▶ **Aim of the exercise**
Look through the records below for the line holding "middle mcp: (521, 320)". Write it out exactly, with each following line through the line holding "index pip: (501, 295)".

▶ **Provided material**
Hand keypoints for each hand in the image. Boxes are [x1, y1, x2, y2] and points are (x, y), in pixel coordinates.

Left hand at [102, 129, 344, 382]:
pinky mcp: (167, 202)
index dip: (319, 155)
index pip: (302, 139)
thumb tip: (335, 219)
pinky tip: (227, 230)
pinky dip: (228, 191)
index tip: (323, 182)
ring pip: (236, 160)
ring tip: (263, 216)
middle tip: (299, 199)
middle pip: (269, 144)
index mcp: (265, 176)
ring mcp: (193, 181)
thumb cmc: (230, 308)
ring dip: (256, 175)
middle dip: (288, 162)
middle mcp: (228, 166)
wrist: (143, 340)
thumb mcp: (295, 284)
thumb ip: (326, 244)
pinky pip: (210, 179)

==

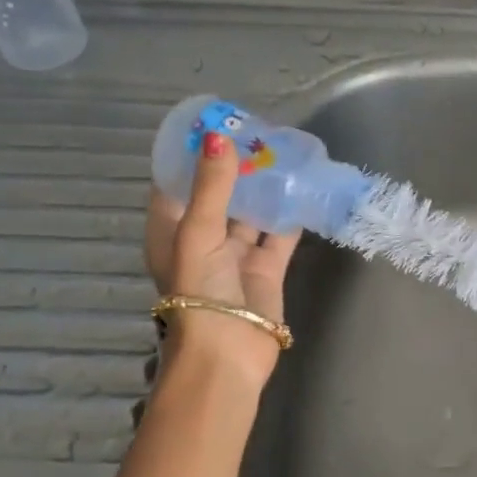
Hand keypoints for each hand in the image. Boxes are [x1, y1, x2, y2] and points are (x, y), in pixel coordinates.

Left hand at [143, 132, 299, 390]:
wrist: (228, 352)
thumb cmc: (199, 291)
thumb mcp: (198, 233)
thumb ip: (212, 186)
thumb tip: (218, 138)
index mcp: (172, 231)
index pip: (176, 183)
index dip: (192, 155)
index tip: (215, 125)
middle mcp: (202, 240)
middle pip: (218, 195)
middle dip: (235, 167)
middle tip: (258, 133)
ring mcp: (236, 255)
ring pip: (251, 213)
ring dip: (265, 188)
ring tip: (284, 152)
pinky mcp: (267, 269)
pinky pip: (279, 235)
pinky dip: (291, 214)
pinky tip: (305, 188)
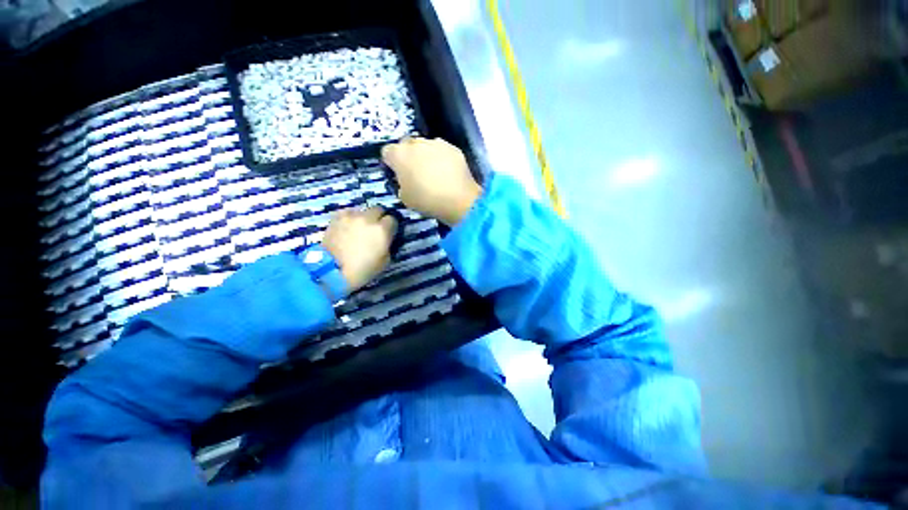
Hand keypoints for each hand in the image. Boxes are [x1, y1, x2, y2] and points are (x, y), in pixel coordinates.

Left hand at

...

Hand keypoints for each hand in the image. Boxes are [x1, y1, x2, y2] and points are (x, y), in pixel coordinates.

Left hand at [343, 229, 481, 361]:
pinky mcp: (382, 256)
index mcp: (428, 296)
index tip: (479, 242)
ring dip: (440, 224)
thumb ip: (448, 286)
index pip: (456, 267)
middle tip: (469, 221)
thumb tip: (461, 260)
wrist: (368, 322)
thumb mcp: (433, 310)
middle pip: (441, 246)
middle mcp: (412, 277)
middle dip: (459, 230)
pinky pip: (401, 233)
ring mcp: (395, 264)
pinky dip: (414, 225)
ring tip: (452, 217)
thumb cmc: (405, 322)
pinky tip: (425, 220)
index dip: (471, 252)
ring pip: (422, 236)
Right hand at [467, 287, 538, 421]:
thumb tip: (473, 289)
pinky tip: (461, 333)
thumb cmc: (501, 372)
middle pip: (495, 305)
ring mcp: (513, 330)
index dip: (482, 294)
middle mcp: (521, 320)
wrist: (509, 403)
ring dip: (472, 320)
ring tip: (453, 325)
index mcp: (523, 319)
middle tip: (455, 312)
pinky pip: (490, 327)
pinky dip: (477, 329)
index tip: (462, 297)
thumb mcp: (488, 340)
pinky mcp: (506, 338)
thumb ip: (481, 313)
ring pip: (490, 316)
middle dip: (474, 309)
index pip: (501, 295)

▶ **Task solution**
middle mcp: (521, 320)
wrist: (509, 403)
ring dip: (472, 320)
ring tip: (453, 325)
index mcp: (523, 319)
middle tip: (455, 312)
pinky pip: (490, 327)
pinky dip: (477, 329)
index tip: (462, 297)
thumb mcp: (488, 340)
pinky mcp: (506, 338)
thumb ip: (481, 313)
ring pip: (490, 316)
middle dip: (474, 309)
index pip: (501, 295)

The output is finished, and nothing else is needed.